Where the Obama plan helps Joe and me tremendously is health care. Small businesses can't afford to offer health care due to the high and unpredictable costs. We couldn't plan on health care as a stable benefit even if we could swing it, as the expense rises at an unpredictable rate well above inflation. Joe and I should be able to better hire and retain long term employees when we can offer an affordable plan. Until then, many small businesses pay the expensive cost of hiring and training new employees as the old ones are forced to move on to bigger companies with better health benefits.

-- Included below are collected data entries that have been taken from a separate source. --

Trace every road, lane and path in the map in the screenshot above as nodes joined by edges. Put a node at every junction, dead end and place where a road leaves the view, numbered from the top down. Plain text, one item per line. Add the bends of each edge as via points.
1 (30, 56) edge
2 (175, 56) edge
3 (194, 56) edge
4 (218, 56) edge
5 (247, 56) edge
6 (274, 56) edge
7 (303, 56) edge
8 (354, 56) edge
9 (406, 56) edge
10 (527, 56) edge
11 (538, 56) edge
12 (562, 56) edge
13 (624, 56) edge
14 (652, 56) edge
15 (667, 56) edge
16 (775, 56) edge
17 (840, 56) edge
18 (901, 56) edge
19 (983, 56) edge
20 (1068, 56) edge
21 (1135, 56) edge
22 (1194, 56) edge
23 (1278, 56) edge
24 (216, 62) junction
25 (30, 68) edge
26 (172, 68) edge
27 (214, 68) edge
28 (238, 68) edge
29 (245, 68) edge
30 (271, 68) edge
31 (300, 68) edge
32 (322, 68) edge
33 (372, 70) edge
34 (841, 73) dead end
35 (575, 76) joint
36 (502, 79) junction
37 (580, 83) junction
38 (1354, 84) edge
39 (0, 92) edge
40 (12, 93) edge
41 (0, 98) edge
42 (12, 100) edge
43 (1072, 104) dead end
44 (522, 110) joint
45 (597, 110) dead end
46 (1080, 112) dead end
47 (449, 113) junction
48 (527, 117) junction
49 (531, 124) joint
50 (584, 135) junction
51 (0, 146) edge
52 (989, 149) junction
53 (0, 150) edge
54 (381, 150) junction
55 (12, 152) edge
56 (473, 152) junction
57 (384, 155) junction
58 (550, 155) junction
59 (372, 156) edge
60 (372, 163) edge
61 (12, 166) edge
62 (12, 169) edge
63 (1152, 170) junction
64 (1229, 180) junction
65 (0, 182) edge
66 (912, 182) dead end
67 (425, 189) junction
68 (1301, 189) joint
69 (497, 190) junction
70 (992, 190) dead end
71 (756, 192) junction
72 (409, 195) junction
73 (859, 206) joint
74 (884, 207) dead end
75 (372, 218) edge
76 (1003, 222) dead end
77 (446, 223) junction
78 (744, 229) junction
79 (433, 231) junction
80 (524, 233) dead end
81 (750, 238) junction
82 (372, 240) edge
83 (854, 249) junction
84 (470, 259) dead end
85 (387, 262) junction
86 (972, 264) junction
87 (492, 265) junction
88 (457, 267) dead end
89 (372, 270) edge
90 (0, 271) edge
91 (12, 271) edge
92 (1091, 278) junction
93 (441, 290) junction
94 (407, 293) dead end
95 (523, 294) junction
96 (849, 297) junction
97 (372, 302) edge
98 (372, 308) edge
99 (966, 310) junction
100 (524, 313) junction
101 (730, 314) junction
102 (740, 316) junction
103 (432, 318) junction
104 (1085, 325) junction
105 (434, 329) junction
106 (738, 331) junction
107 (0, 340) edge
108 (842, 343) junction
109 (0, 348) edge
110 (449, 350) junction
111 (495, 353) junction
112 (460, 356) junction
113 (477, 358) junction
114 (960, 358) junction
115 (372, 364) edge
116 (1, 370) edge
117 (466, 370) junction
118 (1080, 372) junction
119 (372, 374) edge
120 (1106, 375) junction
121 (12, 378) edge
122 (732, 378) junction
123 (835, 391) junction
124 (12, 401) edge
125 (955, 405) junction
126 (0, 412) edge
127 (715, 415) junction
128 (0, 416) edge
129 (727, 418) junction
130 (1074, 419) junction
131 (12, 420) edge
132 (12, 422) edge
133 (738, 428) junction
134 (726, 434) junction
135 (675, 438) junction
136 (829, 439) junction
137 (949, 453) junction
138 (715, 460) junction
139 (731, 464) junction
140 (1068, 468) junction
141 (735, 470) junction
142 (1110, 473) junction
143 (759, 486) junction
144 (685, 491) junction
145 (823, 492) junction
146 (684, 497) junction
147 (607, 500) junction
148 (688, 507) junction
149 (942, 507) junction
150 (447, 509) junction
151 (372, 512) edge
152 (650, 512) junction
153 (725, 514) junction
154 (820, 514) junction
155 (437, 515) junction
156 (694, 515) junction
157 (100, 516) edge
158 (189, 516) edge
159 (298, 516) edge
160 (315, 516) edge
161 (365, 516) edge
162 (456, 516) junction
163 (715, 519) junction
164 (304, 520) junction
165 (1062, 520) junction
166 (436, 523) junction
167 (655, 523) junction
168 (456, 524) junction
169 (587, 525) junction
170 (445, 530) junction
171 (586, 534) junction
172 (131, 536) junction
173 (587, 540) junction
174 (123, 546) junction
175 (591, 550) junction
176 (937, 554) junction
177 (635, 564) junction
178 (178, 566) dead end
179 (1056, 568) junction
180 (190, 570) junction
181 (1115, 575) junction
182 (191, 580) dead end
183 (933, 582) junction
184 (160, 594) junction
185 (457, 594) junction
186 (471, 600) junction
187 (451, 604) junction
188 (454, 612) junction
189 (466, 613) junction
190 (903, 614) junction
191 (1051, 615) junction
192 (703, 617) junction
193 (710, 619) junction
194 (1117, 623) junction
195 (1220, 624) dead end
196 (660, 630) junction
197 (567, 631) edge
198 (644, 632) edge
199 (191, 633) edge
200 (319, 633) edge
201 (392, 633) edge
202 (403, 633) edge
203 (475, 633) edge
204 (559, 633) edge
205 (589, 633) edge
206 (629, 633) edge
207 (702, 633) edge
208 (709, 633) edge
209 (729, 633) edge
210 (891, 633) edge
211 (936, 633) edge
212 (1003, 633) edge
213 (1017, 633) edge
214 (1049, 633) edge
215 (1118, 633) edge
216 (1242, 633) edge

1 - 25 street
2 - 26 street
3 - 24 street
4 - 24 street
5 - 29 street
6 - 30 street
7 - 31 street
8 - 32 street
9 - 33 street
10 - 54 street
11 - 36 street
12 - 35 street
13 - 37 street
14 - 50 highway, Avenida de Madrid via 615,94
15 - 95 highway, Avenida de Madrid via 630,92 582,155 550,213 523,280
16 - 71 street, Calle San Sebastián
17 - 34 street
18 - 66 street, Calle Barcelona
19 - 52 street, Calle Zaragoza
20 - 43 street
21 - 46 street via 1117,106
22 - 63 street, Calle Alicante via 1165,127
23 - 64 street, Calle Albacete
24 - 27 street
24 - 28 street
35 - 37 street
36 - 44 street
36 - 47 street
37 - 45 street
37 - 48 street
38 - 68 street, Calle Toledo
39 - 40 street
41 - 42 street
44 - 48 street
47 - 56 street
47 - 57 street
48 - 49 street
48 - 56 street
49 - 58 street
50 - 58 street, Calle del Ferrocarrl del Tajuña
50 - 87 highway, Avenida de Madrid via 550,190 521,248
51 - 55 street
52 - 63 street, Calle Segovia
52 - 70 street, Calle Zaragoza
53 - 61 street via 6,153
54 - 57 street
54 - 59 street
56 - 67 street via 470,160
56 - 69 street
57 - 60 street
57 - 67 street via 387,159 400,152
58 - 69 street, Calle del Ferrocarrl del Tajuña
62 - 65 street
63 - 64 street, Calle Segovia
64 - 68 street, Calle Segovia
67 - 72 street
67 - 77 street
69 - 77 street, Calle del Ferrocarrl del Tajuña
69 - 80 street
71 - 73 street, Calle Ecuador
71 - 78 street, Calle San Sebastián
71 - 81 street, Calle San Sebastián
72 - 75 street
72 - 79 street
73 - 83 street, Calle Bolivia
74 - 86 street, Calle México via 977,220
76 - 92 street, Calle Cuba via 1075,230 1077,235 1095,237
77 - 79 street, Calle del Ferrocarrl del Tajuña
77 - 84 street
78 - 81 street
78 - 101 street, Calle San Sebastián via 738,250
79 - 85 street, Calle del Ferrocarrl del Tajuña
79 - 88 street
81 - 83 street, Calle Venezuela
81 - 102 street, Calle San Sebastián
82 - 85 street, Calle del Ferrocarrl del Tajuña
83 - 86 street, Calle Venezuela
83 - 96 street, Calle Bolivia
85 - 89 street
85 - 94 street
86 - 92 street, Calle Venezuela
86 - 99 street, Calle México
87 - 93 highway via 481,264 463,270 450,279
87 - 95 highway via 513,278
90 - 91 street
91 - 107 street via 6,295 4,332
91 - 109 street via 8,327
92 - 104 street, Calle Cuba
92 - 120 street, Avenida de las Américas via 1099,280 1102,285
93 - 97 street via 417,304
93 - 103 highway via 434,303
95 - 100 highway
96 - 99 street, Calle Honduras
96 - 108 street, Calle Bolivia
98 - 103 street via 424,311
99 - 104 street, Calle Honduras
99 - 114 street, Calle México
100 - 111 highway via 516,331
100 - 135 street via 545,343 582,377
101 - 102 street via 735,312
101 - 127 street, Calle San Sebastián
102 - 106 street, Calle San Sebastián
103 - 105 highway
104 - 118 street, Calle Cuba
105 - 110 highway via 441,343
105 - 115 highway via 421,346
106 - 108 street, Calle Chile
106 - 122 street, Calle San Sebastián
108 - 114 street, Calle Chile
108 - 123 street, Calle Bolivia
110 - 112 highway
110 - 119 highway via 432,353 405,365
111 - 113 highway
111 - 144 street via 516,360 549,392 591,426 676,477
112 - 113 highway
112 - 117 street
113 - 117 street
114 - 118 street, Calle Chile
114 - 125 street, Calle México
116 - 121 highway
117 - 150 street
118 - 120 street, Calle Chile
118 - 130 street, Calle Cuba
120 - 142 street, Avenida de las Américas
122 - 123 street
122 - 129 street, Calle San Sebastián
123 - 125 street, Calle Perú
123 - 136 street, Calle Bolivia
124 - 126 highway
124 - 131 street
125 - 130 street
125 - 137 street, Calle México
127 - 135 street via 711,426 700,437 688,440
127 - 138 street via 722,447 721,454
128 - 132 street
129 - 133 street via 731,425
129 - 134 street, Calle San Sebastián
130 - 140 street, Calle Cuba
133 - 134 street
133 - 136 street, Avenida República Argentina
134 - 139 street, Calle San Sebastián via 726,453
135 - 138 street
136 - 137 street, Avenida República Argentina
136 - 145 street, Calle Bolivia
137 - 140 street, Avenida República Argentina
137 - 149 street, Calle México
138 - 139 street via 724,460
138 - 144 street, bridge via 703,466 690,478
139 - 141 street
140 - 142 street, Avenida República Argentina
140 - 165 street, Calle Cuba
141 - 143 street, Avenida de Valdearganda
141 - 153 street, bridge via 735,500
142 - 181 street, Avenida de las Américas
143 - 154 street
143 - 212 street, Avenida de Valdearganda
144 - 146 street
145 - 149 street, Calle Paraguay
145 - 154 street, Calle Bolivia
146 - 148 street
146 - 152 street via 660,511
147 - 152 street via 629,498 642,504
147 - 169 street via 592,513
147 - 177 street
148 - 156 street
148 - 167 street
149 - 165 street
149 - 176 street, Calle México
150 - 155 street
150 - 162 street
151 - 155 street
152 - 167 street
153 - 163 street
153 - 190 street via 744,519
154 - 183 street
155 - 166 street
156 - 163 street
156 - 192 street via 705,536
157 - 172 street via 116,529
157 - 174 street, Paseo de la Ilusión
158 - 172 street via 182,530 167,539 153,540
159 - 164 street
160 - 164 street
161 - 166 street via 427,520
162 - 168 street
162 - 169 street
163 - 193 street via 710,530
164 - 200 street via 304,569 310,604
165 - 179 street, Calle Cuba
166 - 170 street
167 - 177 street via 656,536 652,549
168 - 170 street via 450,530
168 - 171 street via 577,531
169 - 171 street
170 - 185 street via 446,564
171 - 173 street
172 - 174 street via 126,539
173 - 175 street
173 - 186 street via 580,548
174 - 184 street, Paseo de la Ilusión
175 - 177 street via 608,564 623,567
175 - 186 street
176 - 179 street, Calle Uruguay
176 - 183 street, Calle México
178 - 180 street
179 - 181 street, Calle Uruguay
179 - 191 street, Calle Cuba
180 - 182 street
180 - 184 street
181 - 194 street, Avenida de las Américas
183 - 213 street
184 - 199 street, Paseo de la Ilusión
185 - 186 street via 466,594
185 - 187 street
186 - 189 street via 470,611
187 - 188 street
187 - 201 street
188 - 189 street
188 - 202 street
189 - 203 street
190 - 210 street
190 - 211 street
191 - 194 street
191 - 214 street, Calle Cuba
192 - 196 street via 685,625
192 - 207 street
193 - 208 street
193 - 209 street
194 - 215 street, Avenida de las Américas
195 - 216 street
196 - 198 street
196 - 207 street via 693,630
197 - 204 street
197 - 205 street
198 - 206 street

The second part of employee retention for Joe and me is education. We live in a country where your zip code determines your quality of education, and your income determines your zip code. What if the public schools in my lower income city were of the same quality as the schools in a higher income area? The inequality in education helped fuel the housing crisis, as home owners attempted to leap frog to communities where their children would have educational opportunities. Anyone in American who chooses a lower income, because of their career, chooses to doom their children to substandard education. Become a teacher, social worker or game store owner, and your low income is accompanied by a perpetual feeling of guilt about what you've done to your children's future. And what about those who have no choice? Level the playing field in education, as the Obama plan should help do, and you build communities, retain employees, and allow intelligent people to work in rewarding fields, not just the most lucrative ones. This helps Joe and me tremendously, both in hiring employees and creating a stable customer base.
Finally, the big issue for Joe and me and is not about what's in it for us, but what kind of society we want to have. It's a big picture issue. Nobody is taking money out of Joe's pocket, it's a realization that the current economic system is just a tad inequitable. It rewards the wealthy far too much, shrinks the middle class and adds extra burdens on the poor. Should you pay a little more if you've made it economically? That's the real debate and I would argue that the system favors the wealthy in a variety of other ways and the answer should be yes. This also means Joe's and my employees will be able to live a better life, contributing to our businesses without the need to migrate to greener pastures. Having a little extra money in their pockets, middle class consumers should be able to afford new games to play or a plumber to come fix that leaky sink. It's a win-win for Joe and me.
*who drinks beer from a sixpack anymore?